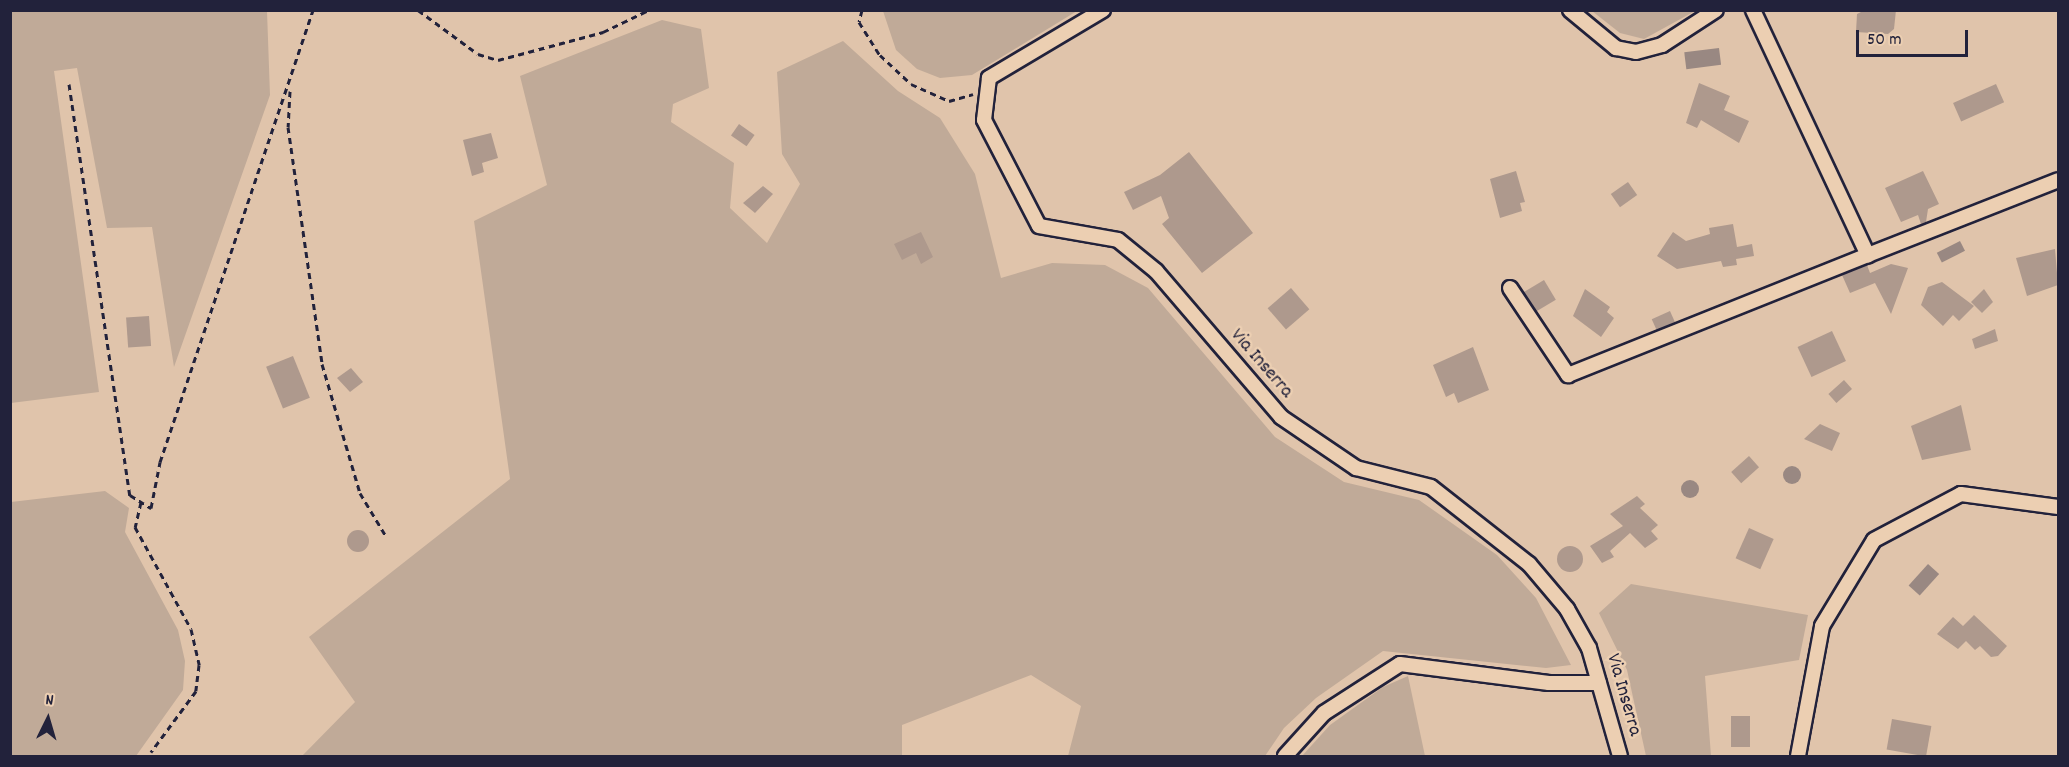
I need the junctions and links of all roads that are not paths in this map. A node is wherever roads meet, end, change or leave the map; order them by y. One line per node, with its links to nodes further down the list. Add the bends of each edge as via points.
1 (1103, 10): 9 (street, Via Inserra, via 989,78 984,120 1040,226 1118,240 1156,271 1281,417 1356,468 1431,487 1498,536 1567,609 1589,648)
2 (1569, 10): 3 (street, via 1616,48 1636,52 1662,45)
3 (1716, 10)
4 (1753, 10): 6 (street)
5 (2058, 180): 6 (street)
6 (1868, 255): 7 (street, via 1568,375)
7 (1510, 288)
8 (2058, 507): 12 (street, via 1961,494 1874,540 1822,626)
9 (1599, 683): 10 (street, via 1549,683 1400,664 1324,713); 11 (street, Via Inserra)
10 (1285, 756)
11 (1620, 756)
12 (1798, 756)

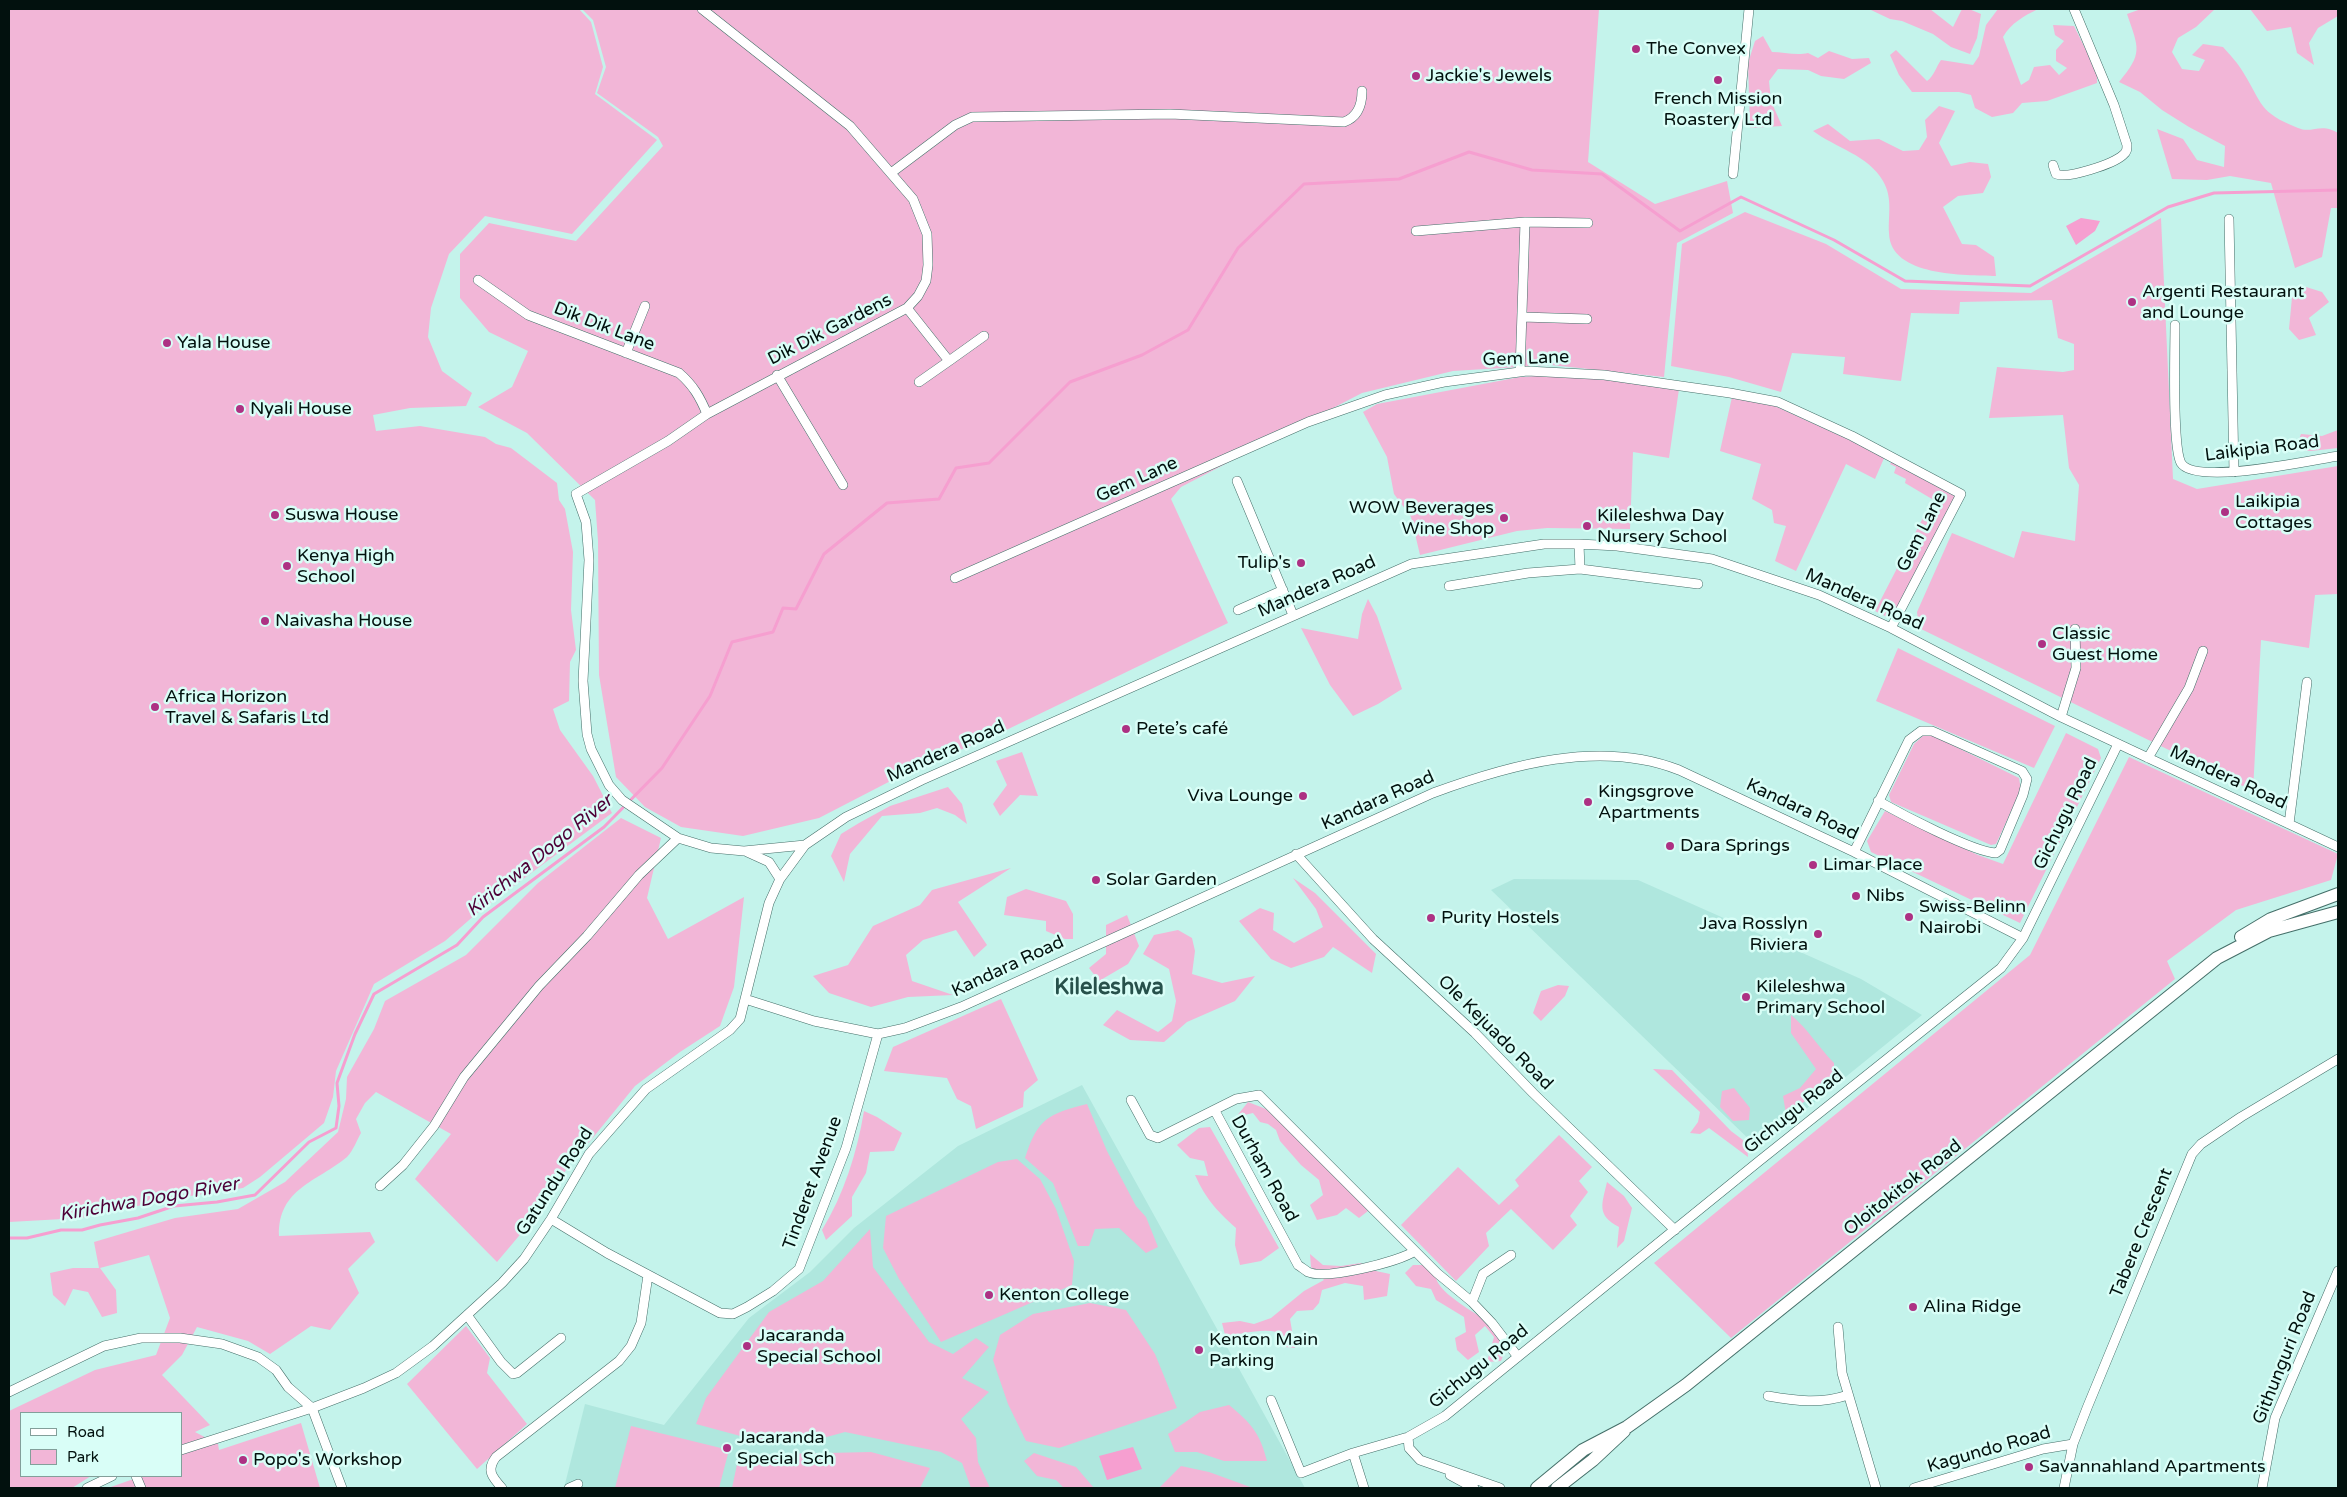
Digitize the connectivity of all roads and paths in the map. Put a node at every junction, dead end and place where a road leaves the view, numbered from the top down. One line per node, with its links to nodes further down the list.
1 (702, 9): 6 (street, Dik Dik Gardens)
2 (1749, 9): 7 (street)
3 (2074, 9): 5 (street)
4 (1362, 92): 6 (street)
5 (2053, 165)
6 (891, 173): 14 (street, Dik Dik Gardens)
7 (1733, 174)
8 (2229, 219): 26 (street)
9 (1525, 222): 10 (street); 11 (street); 15 (street)
10 (1588, 223)
11 (1416, 232)
12 (478, 280): 19 (street, Dik Dik Lane)
13 (645, 306): 19 (street)
14 (907, 308): 20 (street); 22 (street, Dik Dik Gardens)
15 (1522, 317): 16 (street); 21 (street)
16 (1587, 319)
17 (2175, 325): 26 (street, Laikipia Road)
18 (984, 336): 20 (street)
19 (626, 353): 24 (street, Dik Dik Lane)
20 (949, 361): 23 (street)
21 (1520, 372): 32 (street, Gem Lane); 38 (street, Gem Lane)
22 (777, 375): 24 (street, Dik Dik Gardens); 28 (street)
23 (919, 382)
24 (707, 414): 29 (street, Dik Dik Gardens)
25 (2338, 456): 26 (street, Laikipia Road)
26 (2234, 472)
27 (1238, 481): 35 (street)
28 (843, 485)
29 (576, 494): 47 (street, Mandera Road)
30 (1579, 544): 31 (street); 37 (street, Mandera Road); 38 (street, Mandera Road)
31 (1580, 569): 33 (street); 34 (street)
32 (955, 578)
33 (1698, 584)
34 (1448, 586)
35 (1283, 590): 36 (street); 37 (street)
36 (1238, 610)
37 (1293, 615): 48 (street, Mandera Road)
38 (1891, 628): 42 (street, Mandera Road)
39 (2075, 629): 42 (street)
40 (2203, 651): 44 (street)
41 (2307, 682): 46 (street)
42 (2061, 717): 43 (street, Mandera Road)
43 (2118, 744): 44 (street, Mandera Road); 56 (street, Gichugu Road)
44 (2148, 758): 46 (street, Mandera Road)
45 (1878, 801): 45 (street); 51 (street)
46 (2289, 824): 49 (street, Mandera Road)
47 (678, 838): 50 (street, Mandera Road); 63 (street)
48 (805, 845): 50 (street, Mandera Road); 53 (street, Gatundu Road)
49 (2338, 847)
50 (744, 851): 53 (street)
51 (1854, 852): 52 (street, Kandara Road); 56 (street, Kandara Road)
52 (1296, 854): 59 (street, Kandara Road); 65 (street, Ole Kejuado Road)
53 (780, 879): 58 (street, Gatundu Road)
54 (2338, 894): 57 (main road)
55 (2338, 912): 57 (main road)
56 (2023, 938): 65 (street, Gichugu Road)
57 (2217, 958): 80 (main road, Oloitokitok Road)
58 (745, 999): 59 (street, Kandara Road); 64 (street, Gatundu Road)
59 (878, 1034): 69 (street, Tinderet Avenue)
60 (2338, 1059): 82 (street, Tabere Crescent)
61 (1131, 1100): 62 (street)
62 (1215, 1111): 66 (street, Durham Road); 66 (street, Durham Road)
63 (380, 1186)
64 (551, 1219): 69 (street, Tinderet Avenue); 71 (street, Gatundu Road)
65 (1676, 1230): 74 (street, Gichugu Road)
66 (1415, 1251): 70 (street, Durham Road)
67 (1511, 1255): 70 (street)
68 (2338, 1272): 100 (street, Githunguri Road)
69 (648, 1275): 91 (street)
70 (1472, 1302): 74 (street, Durham Road)
71 (467, 1315): 73 (street); 79 (street, Gatundu Road)
72 (1838, 1327): 76 (street)
73 (561, 1338)
74 (1518, 1357): 81 (street, Gichugu Road)
75 (9, 1392): 79 (street)
76 (1848, 1395): 77 (street); 97 (street)
77 (1768, 1396)
78 (1270, 1400): 84 (street, Gichugu Road)
79 (312, 1408): 83 (street, Gatundu Road); 90 (street)
80 (1627, 1427): 88 (main road, Oloitokitok Road); 96 (main road, Oloitokitok Road)
81 (1408, 1437): 84 (street, Gichugu Road); 85 (street)
82 (2074, 1444): 98 (street, Kagundo Road); 99 (street, Tabere Crescent)
83 (182, 1450)
84 (1353, 1453): 93 (street)
85 (1441, 1469): 94 (street); 95 (street)
86 (110, 1477): 89 (street)
87 (578, 1484): 92 (street)
88 (1561, 1487)
89 (87, 1488)
90 (342, 1488)
91 (502, 1488)
92 (569, 1488)
93 (1364, 1488)
94 (1474, 1488)
95 (1500, 1488)
96 (1537, 1488)
97 (1876, 1488)
98 (1914, 1488)
99 (2064, 1488)
100 (2262, 1488)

★ ★ ★ ★

- [Required action] Set the records down again word for word; the pictures stay out.

- [Output below]
I need the junctions and links of all roads that are not paths in this map. A node is wherever roads meet, end, change or leave the map; order them by y. One line per node, with its links to nodes further down the list. Add the bends of each edge as via points.
1 (1103, 10): 9 (street, Via Inserra, via 989,78 984,120 1040,226 1118,240 1156,271 1281,417 1356,468 1431,487 1498,536 1567,609 1589,648)
2 (1569, 10): 3 (street, via 1616,48 1636,52 1662,45)
3 (1716, 10)
4 (1753, 10): 6 (street)
5 (2058, 180): 6 (street)
6 (1868, 255): 7 (street, via 1568,375)
7 (1510, 288)
8 (2058, 507): 12 (street, via 1961,494 1874,540 1822,626)
9 (1599, 683): 10 (street, via 1549,683 1400,664 1324,713); 11 (street, Via Inserra)
10 (1285, 756)
11 (1620, 756)
12 (1798, 756)

Digitize the connectivity of all roads and paths in the map. Put a node at every junction, dead end and place where a road leaves the view, numbered from the top down. One line per node, with its links to nodes further down the list.
1 (702, 9): 6 (street, Dik Dik Gardens)
2 (1749, 9): 7 (street)
3 (2074, 9): 5 (street)
4 (1362, 92): 6 (street)
5 (2053, 165)
6 (891, 173): 14 (street, Dik Dik Gardens)
7 (1733, 174)
8 (2229, 219): 26 (street)
9 (1525, 222): 10 (street); 11 (street); 15 (street)
10 (1588, 223)
11 (1416, 232)
12 (478, 280): 19 (street, Dik Dik Lane)
13 (645, 306): 19 (street)
14 (907, 308): 20 (street); 22 (street, Dik Dik Gardens)
15 (1522, 317): 16 (street); 21 (street)
16 (1587, 319)
17 (2175, 325): 26 (street, Laikipia Road)
18 (984, 336): 20 (street)
19 (626, 353): 24 (street, Dik Dik Lane)
20 (949, 361): 23 (street)
21 (1520, 372): 32 (street, Gem Lane); 38 (street, Gem Lane)
22 (777, 375): 24 (street, Dik Dik Gardens); 28 (street)
23 (919, 382)
24 (707, 414): 29 (street, Dik Dik Gardens)
25 (2338, 456): 26 (street, Laikipia Road)
26 (2234, 472)
27 (1238, 481): 35 (street)
28 (843, 485)
29 (576, 494): 47 (street, Mandera Road)
30 (1579, 544): 31 (street); 37 (street, Mandera Road); 38 (street, Mandera Road)
31 (1580, 569): 33 (street); 34 (street)
32 (955, 578)
33 (1698, 584)
34 (1448, 586)
35 (1283, 590): 36 (street); 37 (street)
36 (1238, 610)
37 (1293, 615): 48 (street, Mandera Road)
38 (1891, 628): 42 (street, Mandera Road)
39 (2075, 629): 42 (street)
40 (2203, 651): 44 (street)
41 (2307, 682): 46 (street)
42 (2061, 717): 43 (street, Mandera Road)
43 (2118, 744): 44 (street, Mandera Road); 56 (street, Gichugu Road)
44 (2148, 758): 46 (street, Mandera Road)
45 (1878, 801): 45 (street); 51 (street)
46 (2289, 824): 49 (street, Mandera Road)
47 (678, 838): 50 (street, Mandera Road); 63 (street)
48 (805, 845): 50 (street, Mandera Road); 53 (street, Gatundu Road)
49 (2338, 847)
50 (744, 851): 53 (street)
51 (1854, 852): 52 (street, Kandara Road); 56 (street, Kandara Road)
52 (1296, 854): 59 (street, Kandara Road); 65 (street, Ole Kejuado Road)
53 (780, 879): 58 (street, Gatundu Road)
54 (2338, 894): 57 (main road)
55 (2338, 912): 57 (main road)
56 (2023, 938): 65 (street, Gichugu Road)
57 (2217, 958): 80 (main road, Oloitokitok Road)
58 (745, 999): 59 (street, Kandara Road); 64 (street, Gatundu Road)
59 (878, 1034): 69 (street, Tinderet Avenue)
60 (2338, 1059): 82 (street, Tabere Crescent)
61 (1131, 1100): 62 (street)
62 (1215, 1111): 66 (street, Durham Road); 66 (street, Durham Road)
63 (380, 1186)
64 (551, 1219): 69 (street, Tinderet Avenue); 71 (street, Gatundu Road)
65 (1676, 1230): 74 (street, Gichugu Road)
66 (1415, 1251): 70 (street, Durham Road)
67 (1511, 1255): 70 (street)
68 (2338, 1272): 100 (street, Githunguri Road)
69 (648, 1275): 91 (street)
70 (1472, 1302): 74 (street, Durham Road)
71 (467, 1315): 73 (street); 79 (street, Gatundu Road)
72 (1838, 1327): 76 (street)
73 (561, 1338)
74 (1518, 1357): 81 (street, Gichugu Road)
75 (9, 1392): 79 (street)
76 (1848, 1395): 77 (street); 97 (street)
77 (1768, 1396)
78 (1270, 1400): 84 (street, Gichugu Road)
79 (312, 1408): 83 (street, Gatundu Road); 90 (street)
80 (1627, 1427): 88 (main road, Oloitokitok Road); 96 (main road, Oloitokitok Road)
81 (1408, 1437): 84 (street, Gichugu Road); 85 (street)
82 (2074, 1444): 98 (street, Kagundo Road); 99 (street, Tabere Crescent)
83 (182, 1450)
84 (1353, 1453): 93 (street)
85 (1441, 1469): 94 (street); 95 (street)
86 (110, 1477): 89 (street)
87 (578, 1484): 92 (street)
88 (1561, 1487)
89 (87, 1488)
90 (342, 1488)
91 (502, 1488)
92 (569, 1488)
93 (1364, 1488)
94 (1474, 1488)
95 (1500, 1488)
96 (1537, 1488)
97 (1876, 1488)
98 (1914, 1488)
99 (2064, 1488)
100 (2262, 1488)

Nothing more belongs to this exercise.